Search the records for "Please" and copy each line that holds it.

Extracted material
· · · · ·
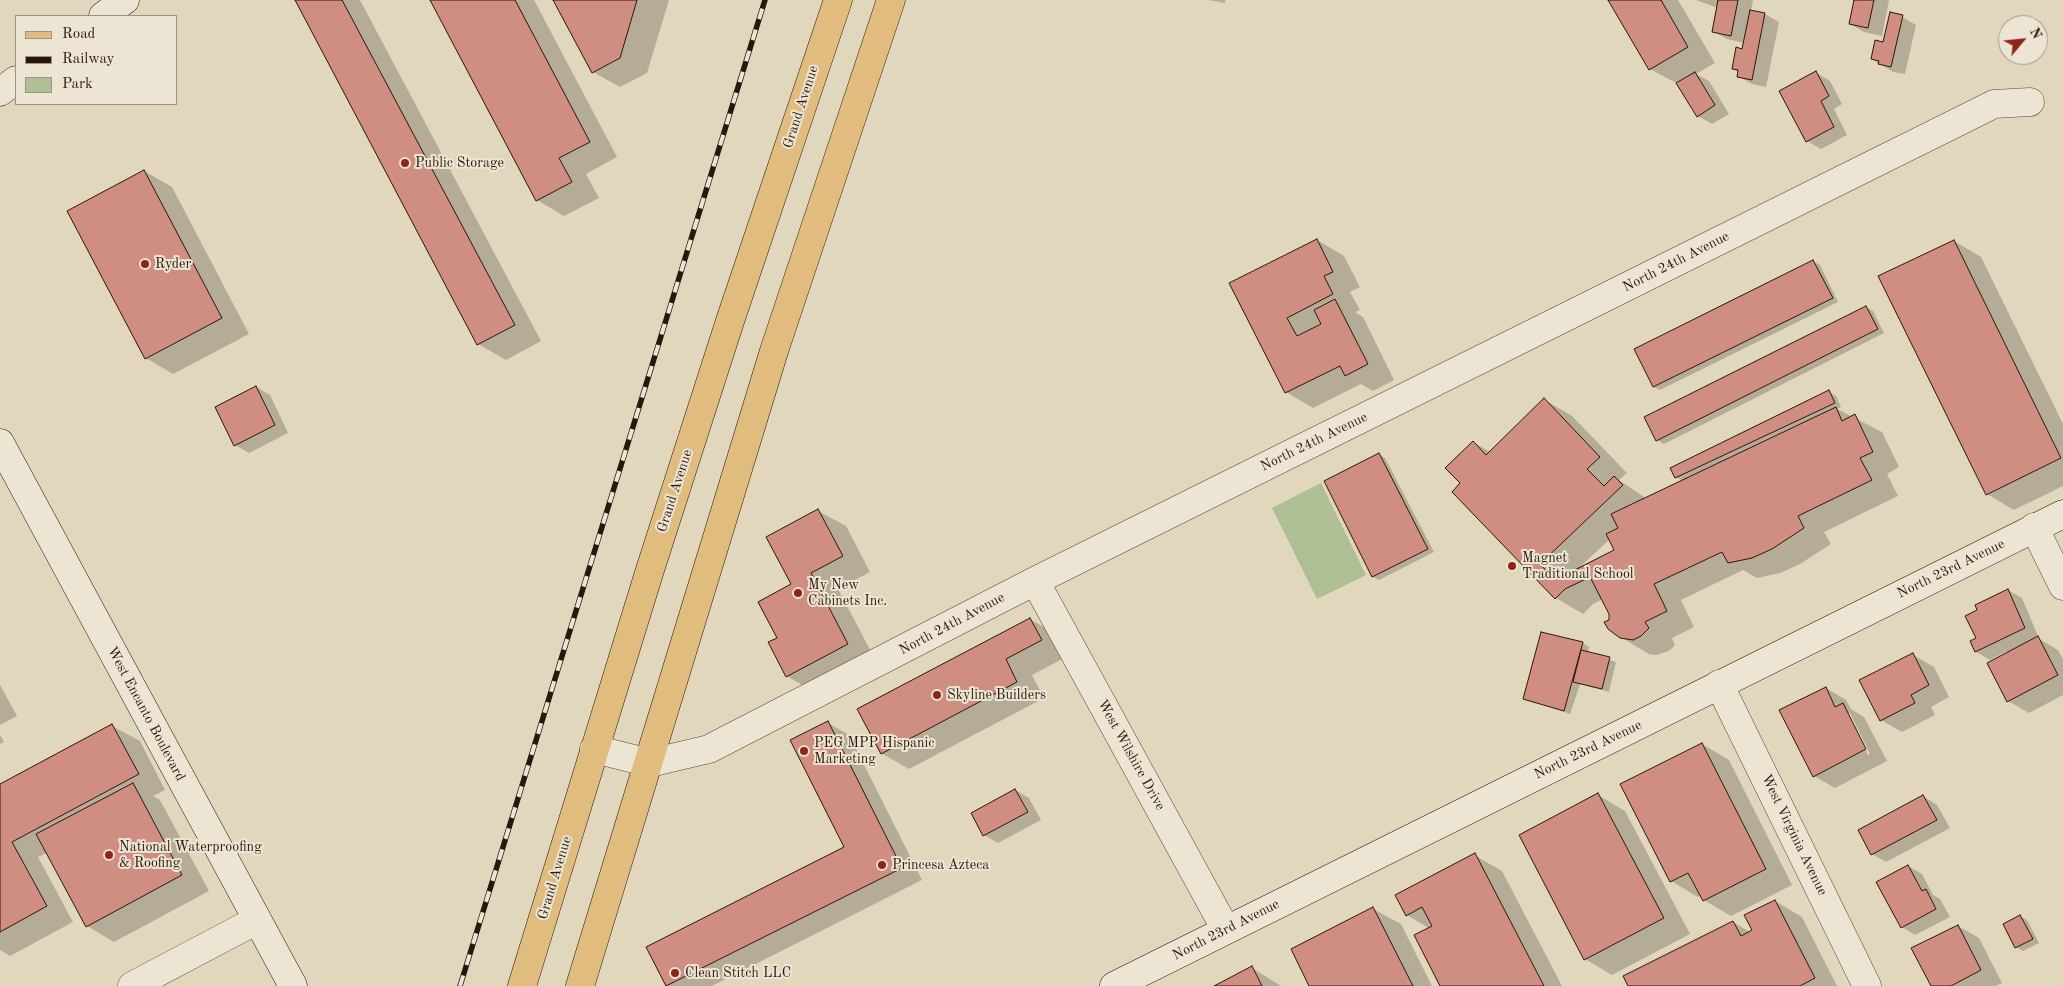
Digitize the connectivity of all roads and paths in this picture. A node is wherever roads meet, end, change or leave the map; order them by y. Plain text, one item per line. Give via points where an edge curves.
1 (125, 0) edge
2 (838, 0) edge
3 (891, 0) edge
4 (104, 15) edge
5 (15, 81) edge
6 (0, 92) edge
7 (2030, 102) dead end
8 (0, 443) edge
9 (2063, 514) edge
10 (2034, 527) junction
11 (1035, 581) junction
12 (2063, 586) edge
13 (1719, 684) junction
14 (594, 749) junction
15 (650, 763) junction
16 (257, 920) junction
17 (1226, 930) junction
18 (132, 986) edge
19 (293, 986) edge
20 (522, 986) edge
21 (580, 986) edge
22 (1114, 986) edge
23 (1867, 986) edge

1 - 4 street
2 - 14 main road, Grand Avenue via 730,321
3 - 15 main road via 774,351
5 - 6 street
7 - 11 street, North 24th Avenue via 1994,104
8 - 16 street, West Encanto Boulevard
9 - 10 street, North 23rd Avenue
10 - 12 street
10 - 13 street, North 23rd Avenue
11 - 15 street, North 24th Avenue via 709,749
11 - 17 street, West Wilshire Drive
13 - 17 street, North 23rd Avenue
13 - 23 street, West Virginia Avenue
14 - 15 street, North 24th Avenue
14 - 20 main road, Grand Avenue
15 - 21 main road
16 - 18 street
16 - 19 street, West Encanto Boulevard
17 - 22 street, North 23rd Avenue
· · · · ·
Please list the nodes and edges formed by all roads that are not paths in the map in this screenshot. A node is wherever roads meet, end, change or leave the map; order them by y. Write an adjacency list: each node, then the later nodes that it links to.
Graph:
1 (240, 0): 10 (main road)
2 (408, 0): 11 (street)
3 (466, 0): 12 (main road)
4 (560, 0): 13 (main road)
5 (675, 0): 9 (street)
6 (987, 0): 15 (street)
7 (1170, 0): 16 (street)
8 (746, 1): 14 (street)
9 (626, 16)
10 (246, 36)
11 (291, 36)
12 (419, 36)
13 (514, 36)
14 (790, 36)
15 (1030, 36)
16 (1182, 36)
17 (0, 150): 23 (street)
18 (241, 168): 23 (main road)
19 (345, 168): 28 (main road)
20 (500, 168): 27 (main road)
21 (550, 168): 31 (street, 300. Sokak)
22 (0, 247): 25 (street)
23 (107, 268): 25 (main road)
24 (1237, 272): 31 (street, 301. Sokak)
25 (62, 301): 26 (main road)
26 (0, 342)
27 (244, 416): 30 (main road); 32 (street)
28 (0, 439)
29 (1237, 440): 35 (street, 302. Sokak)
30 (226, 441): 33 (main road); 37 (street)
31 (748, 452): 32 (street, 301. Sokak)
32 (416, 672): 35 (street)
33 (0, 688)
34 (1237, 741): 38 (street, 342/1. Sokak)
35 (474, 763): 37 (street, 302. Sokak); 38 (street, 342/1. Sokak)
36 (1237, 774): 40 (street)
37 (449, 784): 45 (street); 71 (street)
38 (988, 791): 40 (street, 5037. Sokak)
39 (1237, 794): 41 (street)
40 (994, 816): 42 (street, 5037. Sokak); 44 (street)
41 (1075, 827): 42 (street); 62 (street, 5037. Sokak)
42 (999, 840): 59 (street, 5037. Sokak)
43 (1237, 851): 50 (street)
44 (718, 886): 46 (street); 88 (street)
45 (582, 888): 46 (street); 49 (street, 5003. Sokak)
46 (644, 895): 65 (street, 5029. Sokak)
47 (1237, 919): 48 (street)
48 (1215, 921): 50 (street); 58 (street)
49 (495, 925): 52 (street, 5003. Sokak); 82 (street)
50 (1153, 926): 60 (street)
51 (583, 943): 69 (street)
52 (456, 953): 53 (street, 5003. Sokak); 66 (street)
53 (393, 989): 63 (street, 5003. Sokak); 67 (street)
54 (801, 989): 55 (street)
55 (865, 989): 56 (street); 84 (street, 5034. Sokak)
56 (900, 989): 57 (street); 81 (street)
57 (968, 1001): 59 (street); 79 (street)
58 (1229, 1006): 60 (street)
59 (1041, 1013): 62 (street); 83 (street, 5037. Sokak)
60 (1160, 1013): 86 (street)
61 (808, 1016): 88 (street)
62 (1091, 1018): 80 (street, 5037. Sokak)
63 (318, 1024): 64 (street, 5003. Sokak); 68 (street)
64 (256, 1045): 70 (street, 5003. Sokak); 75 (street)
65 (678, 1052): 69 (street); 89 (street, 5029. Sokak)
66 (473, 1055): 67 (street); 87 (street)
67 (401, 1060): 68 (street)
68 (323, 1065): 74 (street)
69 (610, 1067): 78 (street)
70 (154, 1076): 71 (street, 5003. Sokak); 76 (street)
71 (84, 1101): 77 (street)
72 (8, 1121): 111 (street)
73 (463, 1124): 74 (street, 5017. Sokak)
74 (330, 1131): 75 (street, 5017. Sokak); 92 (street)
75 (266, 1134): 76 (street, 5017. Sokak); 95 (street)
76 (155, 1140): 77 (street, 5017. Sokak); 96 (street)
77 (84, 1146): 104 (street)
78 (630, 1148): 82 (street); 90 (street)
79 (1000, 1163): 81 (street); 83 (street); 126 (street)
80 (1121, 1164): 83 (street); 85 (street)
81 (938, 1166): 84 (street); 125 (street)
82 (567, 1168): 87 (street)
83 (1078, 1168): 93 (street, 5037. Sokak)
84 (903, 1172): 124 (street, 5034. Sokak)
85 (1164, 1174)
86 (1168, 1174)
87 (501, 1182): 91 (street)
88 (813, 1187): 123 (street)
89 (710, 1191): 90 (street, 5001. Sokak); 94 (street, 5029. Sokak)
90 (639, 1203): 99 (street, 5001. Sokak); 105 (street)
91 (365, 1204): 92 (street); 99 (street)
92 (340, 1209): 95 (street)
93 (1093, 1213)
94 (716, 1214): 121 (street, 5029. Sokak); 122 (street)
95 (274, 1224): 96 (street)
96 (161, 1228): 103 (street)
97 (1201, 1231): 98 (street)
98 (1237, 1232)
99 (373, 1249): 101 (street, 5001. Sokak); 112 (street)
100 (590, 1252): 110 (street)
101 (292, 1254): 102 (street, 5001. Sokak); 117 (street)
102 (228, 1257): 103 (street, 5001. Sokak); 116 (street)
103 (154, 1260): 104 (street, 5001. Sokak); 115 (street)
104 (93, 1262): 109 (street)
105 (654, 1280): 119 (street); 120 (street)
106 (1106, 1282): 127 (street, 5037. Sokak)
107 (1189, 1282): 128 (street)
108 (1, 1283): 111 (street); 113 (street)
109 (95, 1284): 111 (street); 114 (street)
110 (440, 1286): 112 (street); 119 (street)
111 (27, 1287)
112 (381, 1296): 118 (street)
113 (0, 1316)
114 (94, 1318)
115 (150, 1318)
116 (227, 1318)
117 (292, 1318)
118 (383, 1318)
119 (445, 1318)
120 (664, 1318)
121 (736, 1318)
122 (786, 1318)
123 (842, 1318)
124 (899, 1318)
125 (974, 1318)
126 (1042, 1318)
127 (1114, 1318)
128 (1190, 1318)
· · · · ·
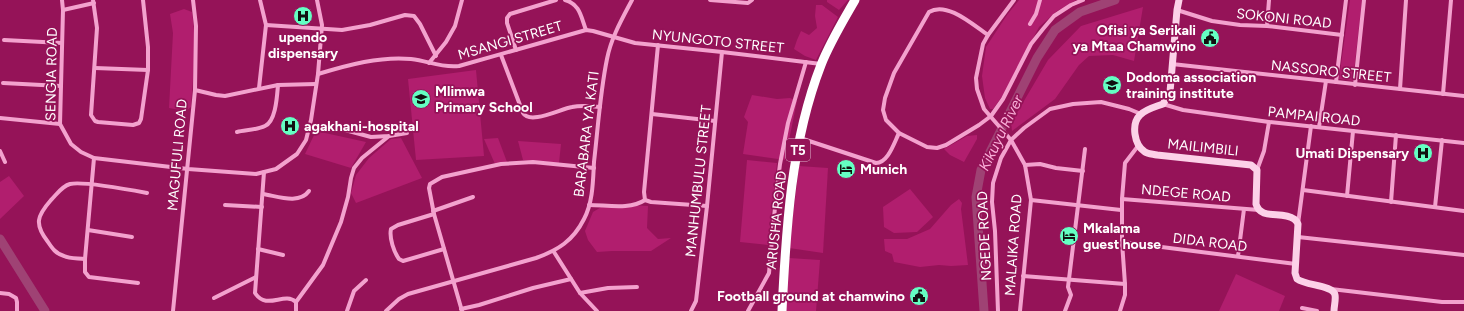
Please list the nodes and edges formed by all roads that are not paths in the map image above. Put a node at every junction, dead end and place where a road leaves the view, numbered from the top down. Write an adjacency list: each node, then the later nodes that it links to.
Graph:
· · · · ·
Solution to this exercise
Please list the nodes and edges formed by all roads that are not paths in the map in this screenshot. A node is wherever roads meet, end, change or leave the map; order them by y. Write an adjacency list: each node, then the later nodes that it links to.
Please list the nodes and edges formed by all roads that are not paths in the map image above. Put a node at every junction, dead end and place where a road leaves the view, numbered from the top down. Write an adjacency list: each node, then the later nodes that it links to.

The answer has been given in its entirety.